*** Dataset records ***

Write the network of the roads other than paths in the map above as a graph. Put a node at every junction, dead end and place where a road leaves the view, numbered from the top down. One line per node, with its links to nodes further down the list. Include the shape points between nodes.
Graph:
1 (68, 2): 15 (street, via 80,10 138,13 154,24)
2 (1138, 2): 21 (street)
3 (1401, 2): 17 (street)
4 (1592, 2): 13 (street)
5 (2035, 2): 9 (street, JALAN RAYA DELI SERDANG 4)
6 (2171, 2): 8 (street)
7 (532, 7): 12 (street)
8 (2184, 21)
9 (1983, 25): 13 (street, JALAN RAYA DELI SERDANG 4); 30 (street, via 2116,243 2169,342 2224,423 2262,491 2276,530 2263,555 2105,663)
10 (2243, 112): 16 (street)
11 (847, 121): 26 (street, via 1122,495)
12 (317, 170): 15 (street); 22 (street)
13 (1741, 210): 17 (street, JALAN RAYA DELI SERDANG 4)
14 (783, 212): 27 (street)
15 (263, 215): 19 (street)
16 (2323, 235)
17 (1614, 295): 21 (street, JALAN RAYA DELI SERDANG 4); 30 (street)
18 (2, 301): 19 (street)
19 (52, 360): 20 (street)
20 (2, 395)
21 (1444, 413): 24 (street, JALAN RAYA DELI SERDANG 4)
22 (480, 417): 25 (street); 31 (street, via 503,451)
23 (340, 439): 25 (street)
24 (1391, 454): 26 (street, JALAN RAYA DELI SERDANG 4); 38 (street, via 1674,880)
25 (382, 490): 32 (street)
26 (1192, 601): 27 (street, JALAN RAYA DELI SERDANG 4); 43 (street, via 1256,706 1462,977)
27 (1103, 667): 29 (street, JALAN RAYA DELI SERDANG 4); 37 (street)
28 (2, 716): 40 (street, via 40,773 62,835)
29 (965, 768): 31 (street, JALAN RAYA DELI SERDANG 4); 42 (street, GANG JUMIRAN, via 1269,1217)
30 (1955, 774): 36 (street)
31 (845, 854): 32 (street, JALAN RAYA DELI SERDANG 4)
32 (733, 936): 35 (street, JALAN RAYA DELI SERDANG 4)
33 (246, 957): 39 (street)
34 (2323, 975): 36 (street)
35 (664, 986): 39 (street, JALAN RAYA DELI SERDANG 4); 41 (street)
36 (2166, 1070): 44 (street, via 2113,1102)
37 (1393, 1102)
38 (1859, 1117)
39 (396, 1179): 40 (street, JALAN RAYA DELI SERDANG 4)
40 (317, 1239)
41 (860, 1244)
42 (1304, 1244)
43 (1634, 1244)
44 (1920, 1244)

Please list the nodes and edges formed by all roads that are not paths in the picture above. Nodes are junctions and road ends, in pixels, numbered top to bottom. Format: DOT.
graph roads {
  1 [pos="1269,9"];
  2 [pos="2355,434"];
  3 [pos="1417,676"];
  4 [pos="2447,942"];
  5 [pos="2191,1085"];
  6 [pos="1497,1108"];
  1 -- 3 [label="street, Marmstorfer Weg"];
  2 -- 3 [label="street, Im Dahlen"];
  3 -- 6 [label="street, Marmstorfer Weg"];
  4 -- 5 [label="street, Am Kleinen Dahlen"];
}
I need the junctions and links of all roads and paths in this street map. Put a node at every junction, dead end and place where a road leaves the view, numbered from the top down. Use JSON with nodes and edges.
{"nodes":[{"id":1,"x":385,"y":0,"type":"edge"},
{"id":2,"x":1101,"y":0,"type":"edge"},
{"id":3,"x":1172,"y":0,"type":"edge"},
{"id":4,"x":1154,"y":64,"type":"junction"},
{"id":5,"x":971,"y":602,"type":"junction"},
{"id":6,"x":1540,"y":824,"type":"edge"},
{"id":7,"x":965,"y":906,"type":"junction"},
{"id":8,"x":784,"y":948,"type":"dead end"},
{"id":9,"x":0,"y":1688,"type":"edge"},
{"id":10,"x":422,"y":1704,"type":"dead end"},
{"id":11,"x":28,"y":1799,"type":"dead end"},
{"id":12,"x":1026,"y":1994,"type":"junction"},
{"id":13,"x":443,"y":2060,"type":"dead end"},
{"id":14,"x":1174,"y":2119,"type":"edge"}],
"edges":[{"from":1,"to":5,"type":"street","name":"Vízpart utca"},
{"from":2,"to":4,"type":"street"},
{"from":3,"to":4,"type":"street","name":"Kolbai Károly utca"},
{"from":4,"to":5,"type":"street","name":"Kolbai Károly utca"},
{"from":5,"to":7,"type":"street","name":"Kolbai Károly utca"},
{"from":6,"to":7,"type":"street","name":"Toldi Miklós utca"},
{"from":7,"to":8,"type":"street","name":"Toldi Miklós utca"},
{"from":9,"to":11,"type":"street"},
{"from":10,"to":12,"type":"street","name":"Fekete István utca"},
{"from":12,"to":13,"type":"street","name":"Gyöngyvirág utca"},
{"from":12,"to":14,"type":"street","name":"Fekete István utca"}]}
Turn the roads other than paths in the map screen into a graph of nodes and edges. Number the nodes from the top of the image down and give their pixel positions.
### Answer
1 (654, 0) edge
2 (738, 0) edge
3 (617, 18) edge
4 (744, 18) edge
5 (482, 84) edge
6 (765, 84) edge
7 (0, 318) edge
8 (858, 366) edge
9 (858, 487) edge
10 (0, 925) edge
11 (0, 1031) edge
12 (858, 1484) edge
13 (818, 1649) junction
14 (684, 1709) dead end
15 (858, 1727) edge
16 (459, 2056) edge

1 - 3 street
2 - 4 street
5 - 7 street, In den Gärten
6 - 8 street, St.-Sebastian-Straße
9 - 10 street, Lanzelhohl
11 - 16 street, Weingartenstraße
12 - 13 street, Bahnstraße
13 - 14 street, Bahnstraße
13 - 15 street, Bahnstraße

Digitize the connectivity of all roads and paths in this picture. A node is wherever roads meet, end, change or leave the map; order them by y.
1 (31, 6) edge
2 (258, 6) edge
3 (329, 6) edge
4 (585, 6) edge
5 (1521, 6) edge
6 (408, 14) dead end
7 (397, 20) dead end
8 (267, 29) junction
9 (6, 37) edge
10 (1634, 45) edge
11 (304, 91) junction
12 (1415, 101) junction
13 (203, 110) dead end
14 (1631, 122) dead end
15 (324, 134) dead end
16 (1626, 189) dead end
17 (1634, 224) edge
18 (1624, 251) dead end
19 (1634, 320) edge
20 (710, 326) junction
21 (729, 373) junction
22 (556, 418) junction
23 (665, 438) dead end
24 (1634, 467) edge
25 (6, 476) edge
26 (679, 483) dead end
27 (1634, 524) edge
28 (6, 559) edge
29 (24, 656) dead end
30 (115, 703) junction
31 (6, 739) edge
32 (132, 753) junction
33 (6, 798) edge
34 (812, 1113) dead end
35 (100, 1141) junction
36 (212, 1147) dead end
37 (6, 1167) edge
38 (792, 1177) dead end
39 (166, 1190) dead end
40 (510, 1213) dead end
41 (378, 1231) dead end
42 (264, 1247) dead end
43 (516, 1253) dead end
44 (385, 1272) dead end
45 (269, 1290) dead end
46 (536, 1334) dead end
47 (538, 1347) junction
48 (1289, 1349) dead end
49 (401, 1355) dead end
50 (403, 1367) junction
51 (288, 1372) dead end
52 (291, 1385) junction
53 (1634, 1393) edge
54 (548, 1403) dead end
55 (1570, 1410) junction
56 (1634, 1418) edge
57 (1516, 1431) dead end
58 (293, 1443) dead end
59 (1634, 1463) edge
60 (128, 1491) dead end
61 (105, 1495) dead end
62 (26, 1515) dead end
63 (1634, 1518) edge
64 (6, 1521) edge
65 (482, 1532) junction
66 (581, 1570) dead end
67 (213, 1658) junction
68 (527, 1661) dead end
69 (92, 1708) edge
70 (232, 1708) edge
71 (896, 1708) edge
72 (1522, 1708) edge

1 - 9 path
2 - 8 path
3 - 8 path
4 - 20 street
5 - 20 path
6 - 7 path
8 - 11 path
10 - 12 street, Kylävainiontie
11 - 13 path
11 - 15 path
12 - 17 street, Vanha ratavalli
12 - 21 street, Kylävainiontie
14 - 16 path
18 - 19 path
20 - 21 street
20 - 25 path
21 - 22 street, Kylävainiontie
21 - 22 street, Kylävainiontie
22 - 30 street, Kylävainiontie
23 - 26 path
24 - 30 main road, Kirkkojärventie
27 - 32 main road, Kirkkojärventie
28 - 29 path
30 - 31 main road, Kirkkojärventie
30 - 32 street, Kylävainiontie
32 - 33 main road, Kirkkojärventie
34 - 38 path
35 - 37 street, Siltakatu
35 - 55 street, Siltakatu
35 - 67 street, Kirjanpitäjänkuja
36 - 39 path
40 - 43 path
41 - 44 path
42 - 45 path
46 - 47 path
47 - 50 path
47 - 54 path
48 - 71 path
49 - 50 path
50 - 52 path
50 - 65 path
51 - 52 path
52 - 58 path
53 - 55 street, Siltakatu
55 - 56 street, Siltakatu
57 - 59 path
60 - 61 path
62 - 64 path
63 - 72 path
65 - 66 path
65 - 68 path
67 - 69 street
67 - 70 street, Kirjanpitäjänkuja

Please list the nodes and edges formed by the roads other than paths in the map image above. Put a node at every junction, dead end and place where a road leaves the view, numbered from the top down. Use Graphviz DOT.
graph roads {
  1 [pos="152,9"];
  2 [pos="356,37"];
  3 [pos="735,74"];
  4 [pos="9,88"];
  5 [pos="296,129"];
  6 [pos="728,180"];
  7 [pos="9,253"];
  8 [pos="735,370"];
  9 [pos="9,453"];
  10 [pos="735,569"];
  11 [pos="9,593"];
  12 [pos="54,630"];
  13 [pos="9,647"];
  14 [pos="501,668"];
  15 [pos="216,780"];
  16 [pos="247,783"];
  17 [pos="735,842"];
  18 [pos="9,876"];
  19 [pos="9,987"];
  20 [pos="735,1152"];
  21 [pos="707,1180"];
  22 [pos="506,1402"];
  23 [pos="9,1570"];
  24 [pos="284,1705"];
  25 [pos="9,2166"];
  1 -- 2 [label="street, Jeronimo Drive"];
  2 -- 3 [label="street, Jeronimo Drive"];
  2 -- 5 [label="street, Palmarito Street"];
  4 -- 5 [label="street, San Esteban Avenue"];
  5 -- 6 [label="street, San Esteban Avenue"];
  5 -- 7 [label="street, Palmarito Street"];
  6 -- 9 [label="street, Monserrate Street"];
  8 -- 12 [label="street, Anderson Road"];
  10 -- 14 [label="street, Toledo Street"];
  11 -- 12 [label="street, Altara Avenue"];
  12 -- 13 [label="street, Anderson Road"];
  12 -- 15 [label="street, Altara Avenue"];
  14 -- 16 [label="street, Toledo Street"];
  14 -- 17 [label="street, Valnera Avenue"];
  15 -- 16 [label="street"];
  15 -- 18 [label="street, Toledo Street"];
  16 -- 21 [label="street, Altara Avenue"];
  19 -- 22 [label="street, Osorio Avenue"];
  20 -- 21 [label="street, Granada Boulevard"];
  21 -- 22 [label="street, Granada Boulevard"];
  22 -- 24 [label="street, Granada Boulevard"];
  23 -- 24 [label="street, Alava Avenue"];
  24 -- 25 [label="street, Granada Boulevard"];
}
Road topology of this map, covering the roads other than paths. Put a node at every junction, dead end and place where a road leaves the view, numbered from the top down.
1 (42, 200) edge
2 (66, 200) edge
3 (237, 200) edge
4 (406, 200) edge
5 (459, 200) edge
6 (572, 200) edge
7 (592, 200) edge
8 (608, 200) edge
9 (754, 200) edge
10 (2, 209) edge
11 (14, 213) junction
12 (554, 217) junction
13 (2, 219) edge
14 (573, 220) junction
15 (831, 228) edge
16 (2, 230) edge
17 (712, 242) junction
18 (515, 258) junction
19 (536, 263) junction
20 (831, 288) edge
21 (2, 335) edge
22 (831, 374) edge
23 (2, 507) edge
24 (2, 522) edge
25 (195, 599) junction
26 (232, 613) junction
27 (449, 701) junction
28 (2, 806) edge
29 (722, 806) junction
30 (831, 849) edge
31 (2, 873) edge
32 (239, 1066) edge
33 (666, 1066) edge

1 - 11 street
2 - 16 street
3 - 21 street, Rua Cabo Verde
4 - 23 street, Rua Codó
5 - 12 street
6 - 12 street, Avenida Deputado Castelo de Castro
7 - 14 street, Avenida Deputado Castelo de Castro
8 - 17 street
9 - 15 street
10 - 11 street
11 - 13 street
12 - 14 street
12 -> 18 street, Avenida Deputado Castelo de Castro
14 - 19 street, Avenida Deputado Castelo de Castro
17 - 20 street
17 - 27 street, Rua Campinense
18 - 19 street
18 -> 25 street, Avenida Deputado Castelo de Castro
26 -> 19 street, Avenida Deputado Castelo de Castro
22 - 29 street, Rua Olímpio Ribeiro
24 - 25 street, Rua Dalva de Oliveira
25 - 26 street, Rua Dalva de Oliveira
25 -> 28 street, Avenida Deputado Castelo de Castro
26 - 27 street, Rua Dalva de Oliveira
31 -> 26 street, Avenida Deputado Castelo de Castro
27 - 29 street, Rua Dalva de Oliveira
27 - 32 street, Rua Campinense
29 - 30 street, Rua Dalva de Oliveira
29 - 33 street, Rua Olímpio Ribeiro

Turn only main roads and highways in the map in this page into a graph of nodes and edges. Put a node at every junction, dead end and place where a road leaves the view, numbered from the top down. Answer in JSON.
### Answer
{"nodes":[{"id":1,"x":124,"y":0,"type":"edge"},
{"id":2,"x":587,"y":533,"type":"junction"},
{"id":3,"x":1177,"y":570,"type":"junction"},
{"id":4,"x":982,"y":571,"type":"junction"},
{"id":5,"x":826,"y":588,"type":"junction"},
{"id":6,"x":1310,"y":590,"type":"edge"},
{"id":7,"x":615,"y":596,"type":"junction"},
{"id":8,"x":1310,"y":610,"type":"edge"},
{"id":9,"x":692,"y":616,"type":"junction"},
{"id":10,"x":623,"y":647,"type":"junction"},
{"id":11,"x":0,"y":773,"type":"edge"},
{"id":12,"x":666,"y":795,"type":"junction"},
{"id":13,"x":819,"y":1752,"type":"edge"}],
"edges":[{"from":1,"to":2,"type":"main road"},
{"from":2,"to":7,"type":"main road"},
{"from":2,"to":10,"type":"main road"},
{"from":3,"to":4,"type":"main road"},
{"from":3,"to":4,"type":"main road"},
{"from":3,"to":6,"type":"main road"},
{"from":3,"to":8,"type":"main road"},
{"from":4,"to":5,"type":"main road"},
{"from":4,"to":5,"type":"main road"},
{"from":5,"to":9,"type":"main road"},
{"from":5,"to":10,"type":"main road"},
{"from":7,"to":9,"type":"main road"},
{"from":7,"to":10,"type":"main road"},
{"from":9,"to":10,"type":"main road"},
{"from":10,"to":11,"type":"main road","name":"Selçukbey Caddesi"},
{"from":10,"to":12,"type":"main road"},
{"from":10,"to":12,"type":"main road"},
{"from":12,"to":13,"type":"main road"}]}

*** End of Dataset records ***

In how many lines of the records does the word "Campinense" appear? Give the number alone.

[Answer to this exercise]
2